[Material shown]
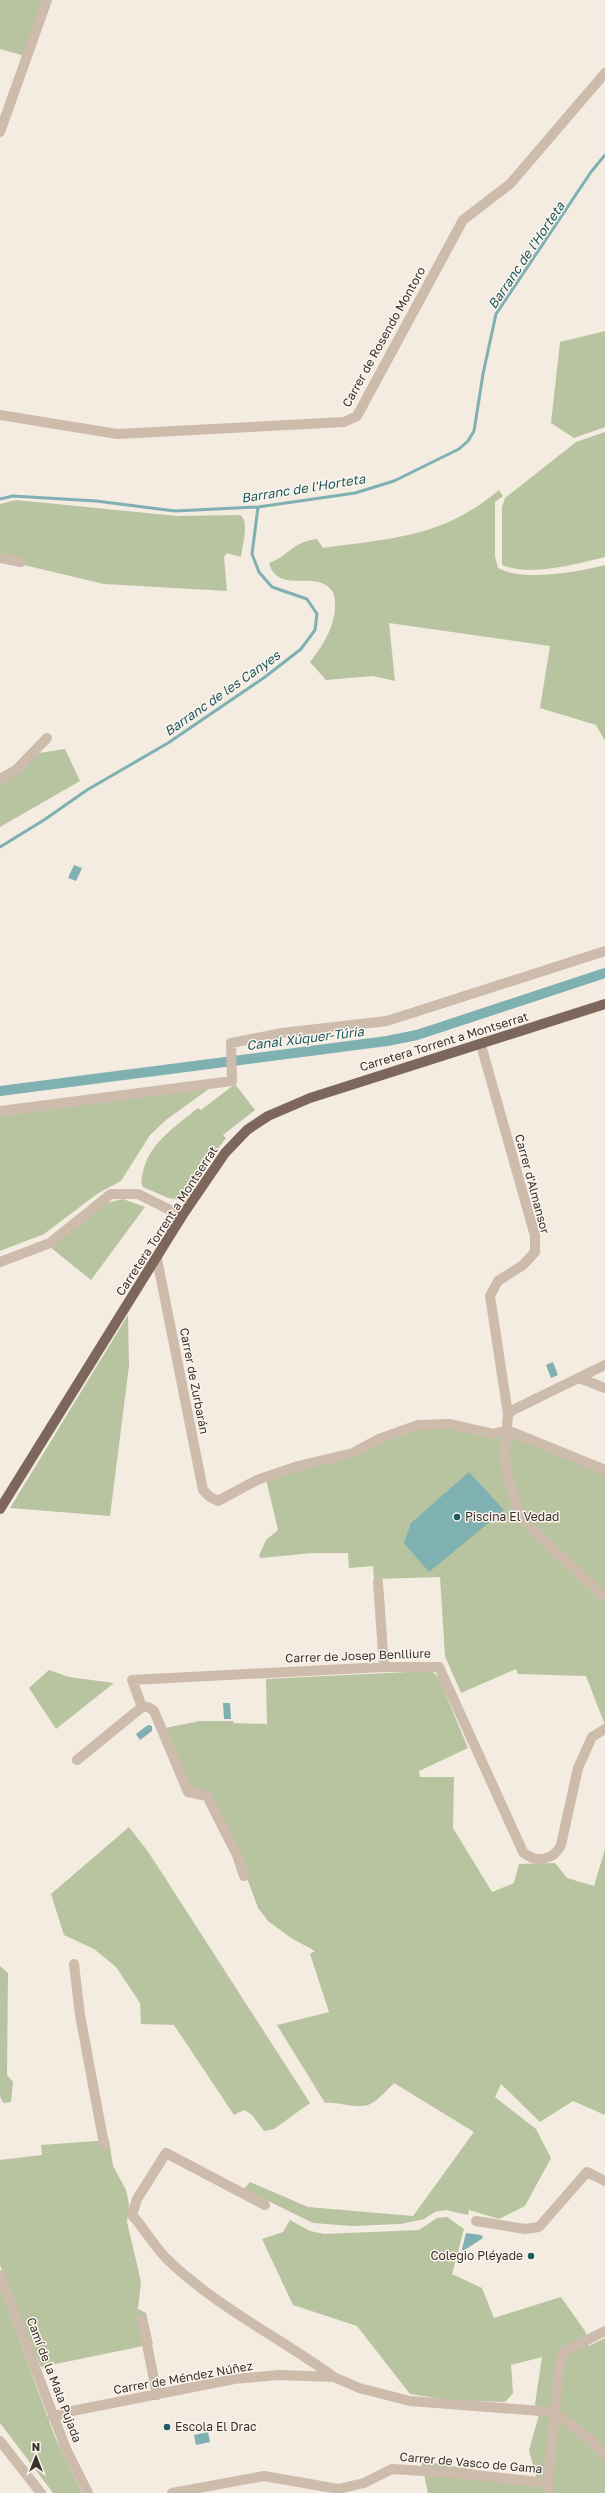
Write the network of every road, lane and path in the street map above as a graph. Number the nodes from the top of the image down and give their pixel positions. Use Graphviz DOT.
graph roads {
  1 [pos="47,0"];
  2 [pos="605,73"];
  3 [pos="0,132"];
  4 [pos="0,415"];
  5 [pos="0,558"];
  6 [pos="20,562"];
  7 [pos="47,738"];
  8 [pos="0,779"];
  9 [pos="605,952"];
  10 [pos="605,1004"];
  11 [pos="481,1045"];
  12 [pos="0,1111"];
  13 [pos="182,1216"];
  14 [pos="157,1259"];
  15 [pos="0,1262"];
  16 [pos="605,1365"];
  17 [pos="579,1378"];
  18 [pos="605,1388"];
  19 [pos="508,1414"];
  20 [pos="507,1430"];
  21 [pos="605,1470"];
  22 [pos="0,1509"];
  23 [pos="378,1582"];
  24 [pos="605,1597"];
  25 [pos="384,1667"];
  26 [pos="142,1707"];
  27 [pos="605,1728"];
  28 [pos="77,1760"];
  29 [pos="244,1876"];
  30 [pos="74,1964"];
  31 [pos="104,2144"];
  32 [pos="603,2179"];
  33 [pos="265,2205"];
  34 [pos="476,2221"];
  35 [pos="0,2275"];
  36 [pos="142,2319"];
  37 [pos="605,2331"];
  38 [pos="334,2376"];
  39 [pos="157,2395"];
  40 [pos="554,2412"];
  41 [pos="53,2417"];
  42 [pos="1,2443"];
  43 [pos="605,2456"];
  44 [pos="549,2488"];
  45 [pos="41,2493"];
  46 [pos="88,2493"];
  47 [pos="172,2493"];
  1 -- 3 [label="street"];
  2 -- 4 [label="street, Carrer de Rosendo Montoro"];
  5 -- 6 [label="street"];
  7 -- 8 [label="street"];
  9 -- 12 [label="street"];
  10 -- 11 [label="main road, Carretera Torrent a Montserrat"];
  11 -- 13 [label="main road, Carretera Torrent a Montserrat"];
  11 -- 19 [label="street, Carrer d'Almansor"];
  13 -- 14 [label="main road, Carretera Torrent a Montserrat"];
  13 -- 15 [label="street"];
  14 -- 20 [label="street, Carrer de Zurbarán"];
  14 -- 22 [label="main road, Carretera Torrent a Montserrat"];
  16 -- 17 [label="street"];
  17 -- 18 [label="street"];
  17 -- 19 [label="street"];
  19 -- 20 [label="street, Carrer d'Almansor"];
  20 -- 21 [label="street"];
  20 -- 24 [label="street, Carrer d'Almansor"];
  23 -- 25 [label="street"];
  25 -- 26 [label="street, Carrer de Josep Benlliure"];
  25 -- 27 [label="street, Carrer de Josep Benlliure"];
  26 -- 28 [label="street"];
  26 -- 29 [label="street"];
  30 -- 31 [label="street"];
  32 -- 34 [label="street"];
  33 -- 38 [label="street"];
  35 -- 41 [label="street, Camí de la Mala Pujada"];
  36 -- 39 [label="street"];
  37 -- 40 [label="street"];
  38 -- 39 [label="street, Carrer de Méndez Núñez"];
  38 -- 40 [label="street, Carrer de Méndez Núñez"];
  39 -- 41 [label="street, Carrer de Méndez Núñez"];
  40 -- 43 [label="street"];
  40 -- 44 [label="street"];
  41 -- 46 [label="street, Camí de la Mala Pujada"];
  42 -- 45 [label="street"];
  44 -- 47 [label="street, Carrer de Vasco de Gama"];
}
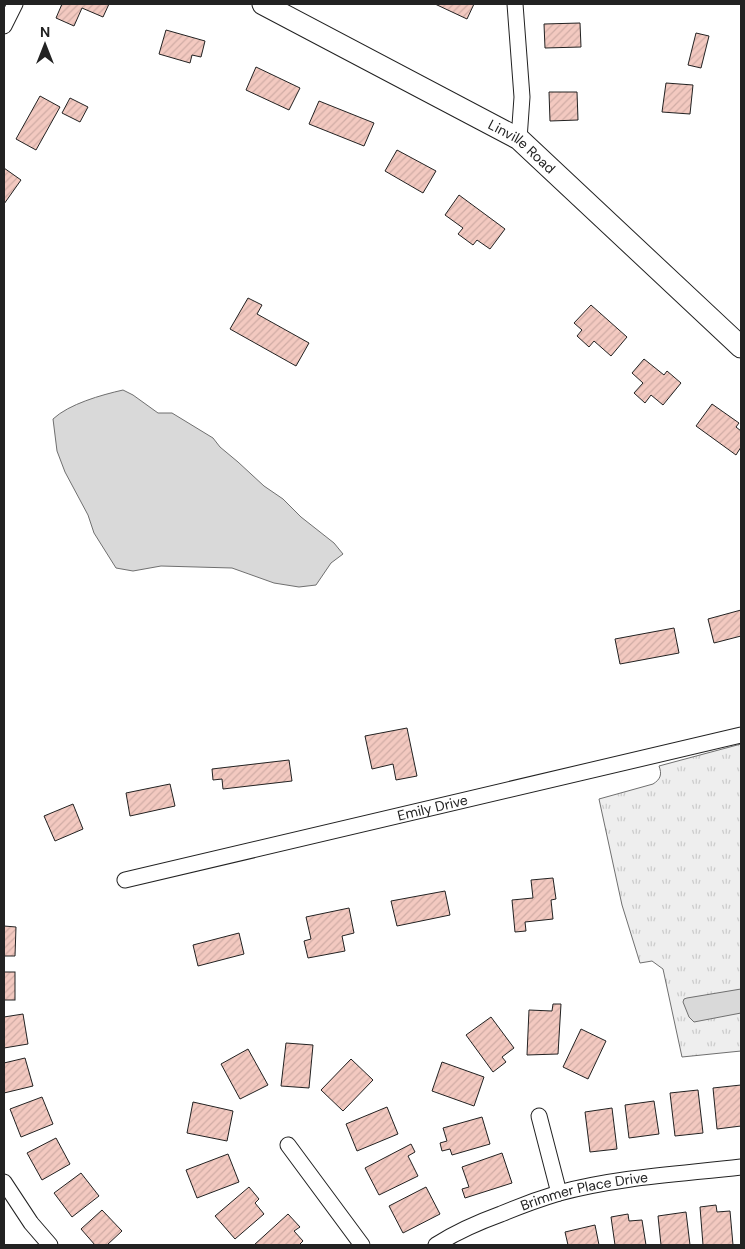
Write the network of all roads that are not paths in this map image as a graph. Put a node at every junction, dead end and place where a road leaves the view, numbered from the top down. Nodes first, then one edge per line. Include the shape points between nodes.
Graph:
1 (15, 4) edge
2 (263, 4) edge
3 (515, 4) edge
4 (4, 26) edge
5 (519, 139) junction
6 (741, 347) edge
7 (741, 735) edge
8 (125, 880) dead end
9 (538, 1116) dead end
10 (288, 1145) dead end
11 (741, 1167) edge
12 (4, 1182) edge
13 (559, 1193) junction
14 (50, 1245) edge
15 (362, 1245) edge
16 (436, 1245) edge

1 - 4 street
2 - 5 main road, Linville Road
3 - 5 street via 522,97
5 - 6 main road, Linville Road
7 - 8 street, Emily Drive
9 - 13 street
10 - 15 street
11 - 13 street, Brimmer Place Drive
12 - 14 street
13 - 16 street, Brimmer Place Drive via 478,1223

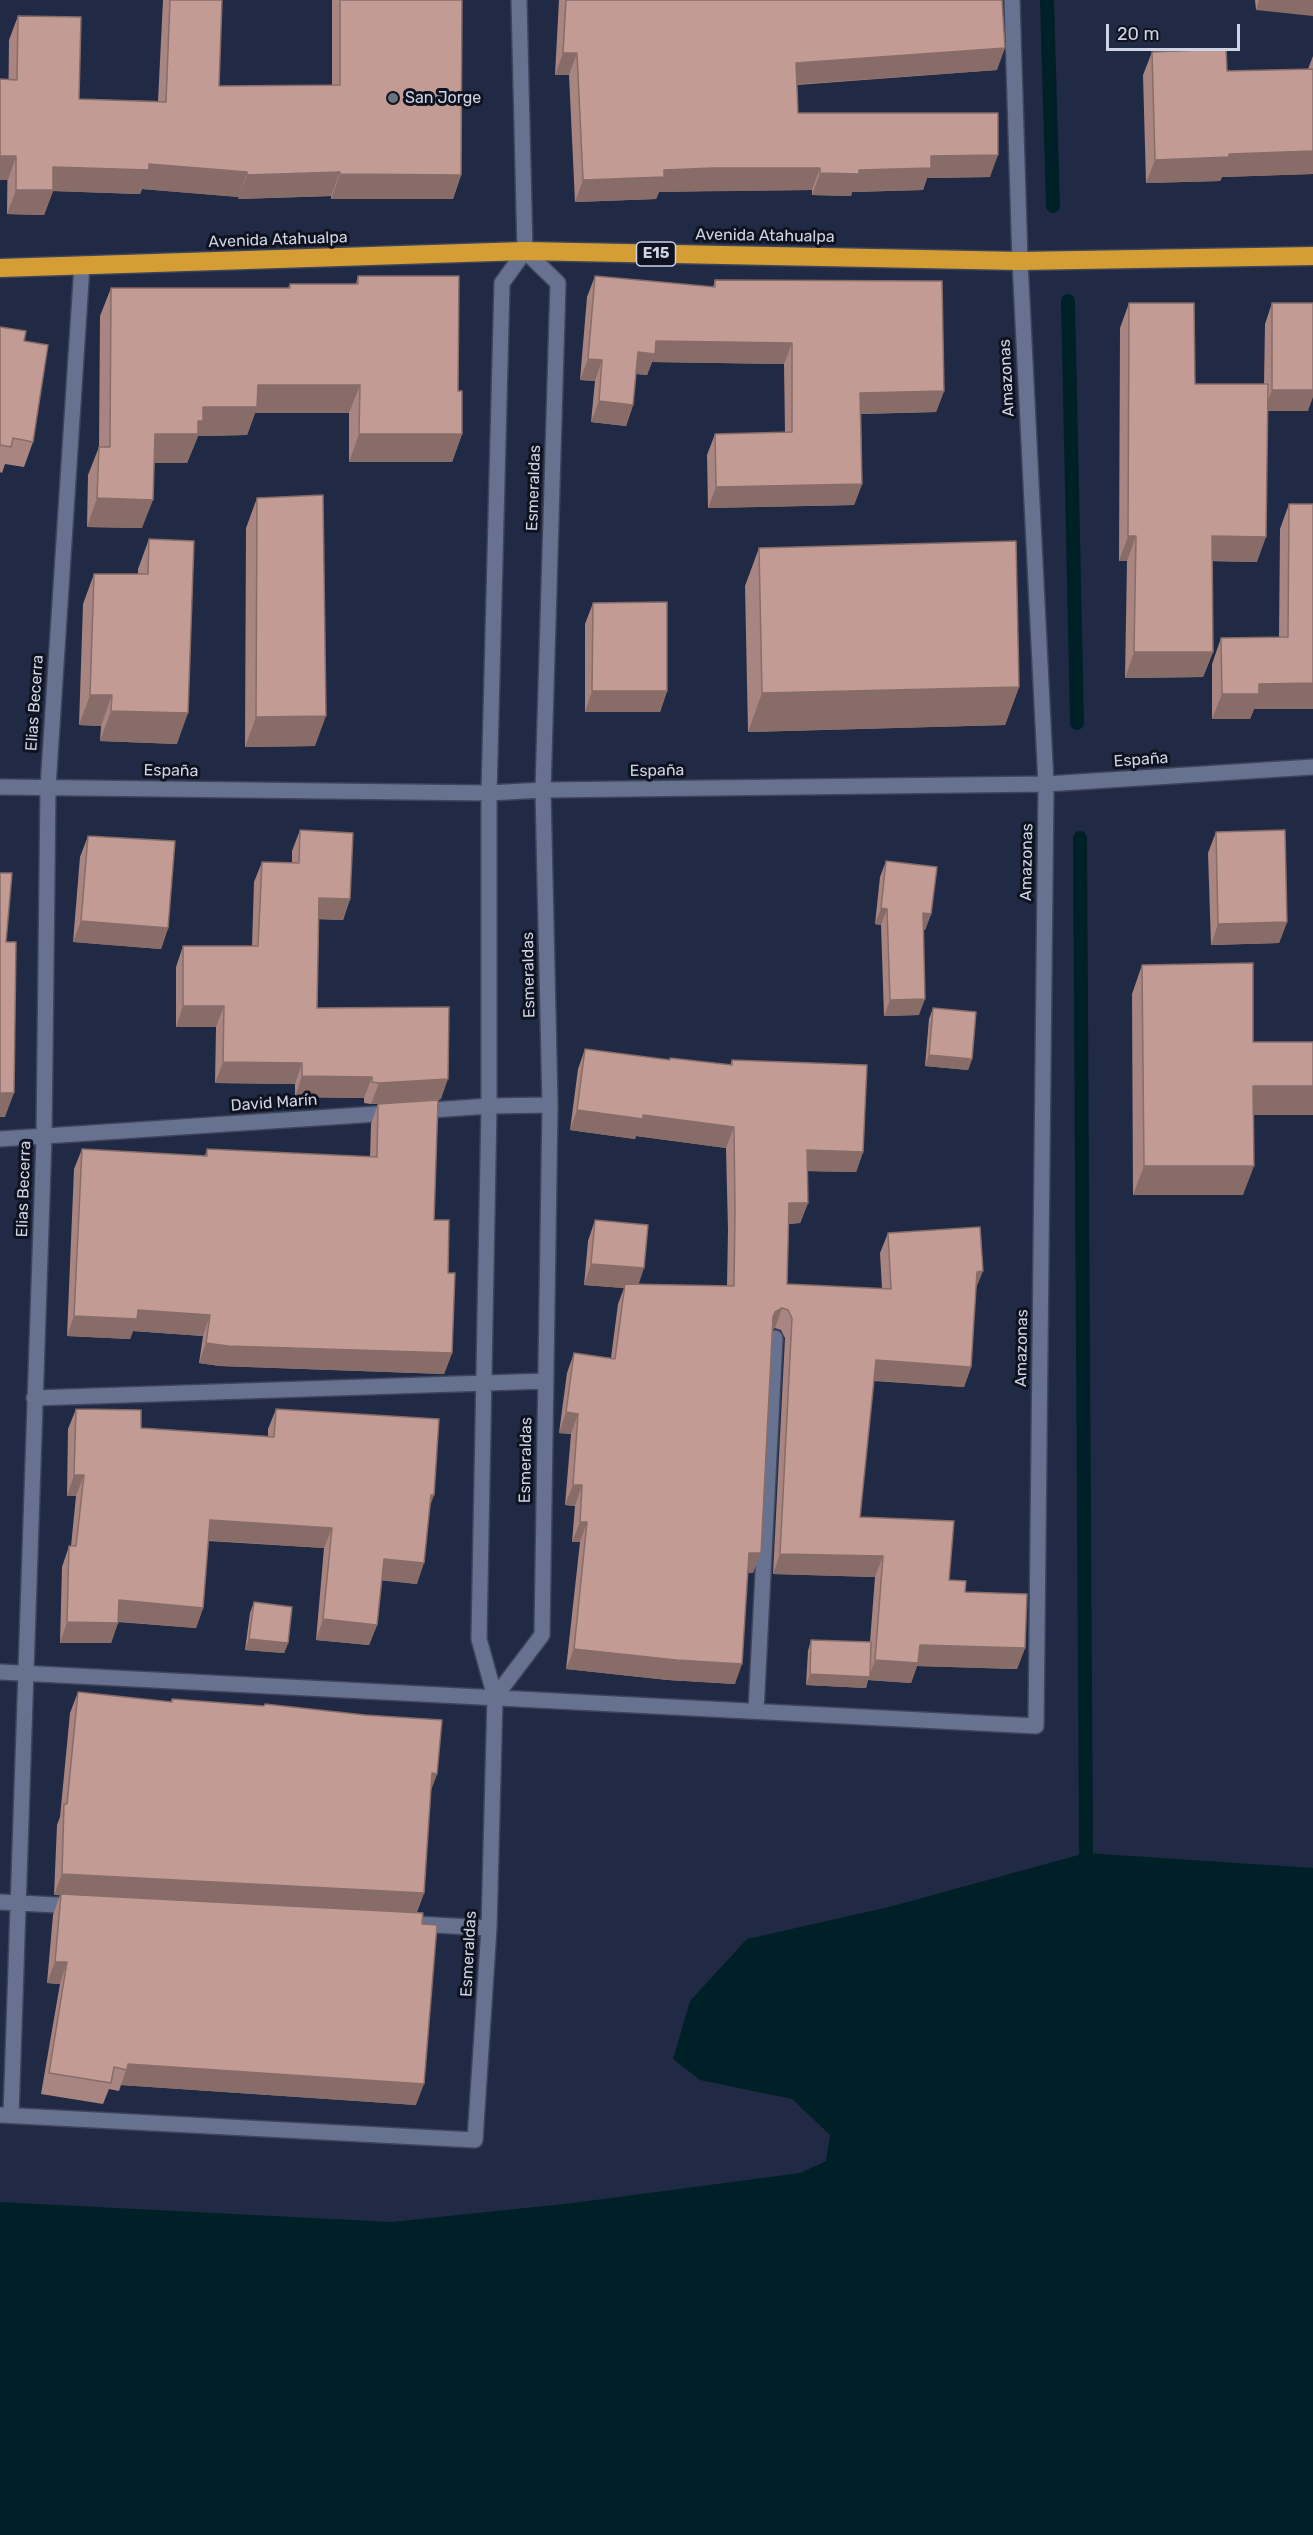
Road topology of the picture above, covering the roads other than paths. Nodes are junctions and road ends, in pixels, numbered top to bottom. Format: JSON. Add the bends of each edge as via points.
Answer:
[/Material shown]
The problem ▸ Only the lines containing "points" are needed; copy each of them from the data.

Expected answer ▸
Write the network of all roads that are not paths in this map image as a graph. Put a node at every junction, dead end and place where a road leaves the view, numbered from the top down. Nodes first, then one edge per line. Include the shape points between nodes.
Road topology of the picture above, covering the roads other than paths. Nodes are junctions and road ends, in pixels, numbered top to bottom. Format: JSON. Add the bends of each edge as via points.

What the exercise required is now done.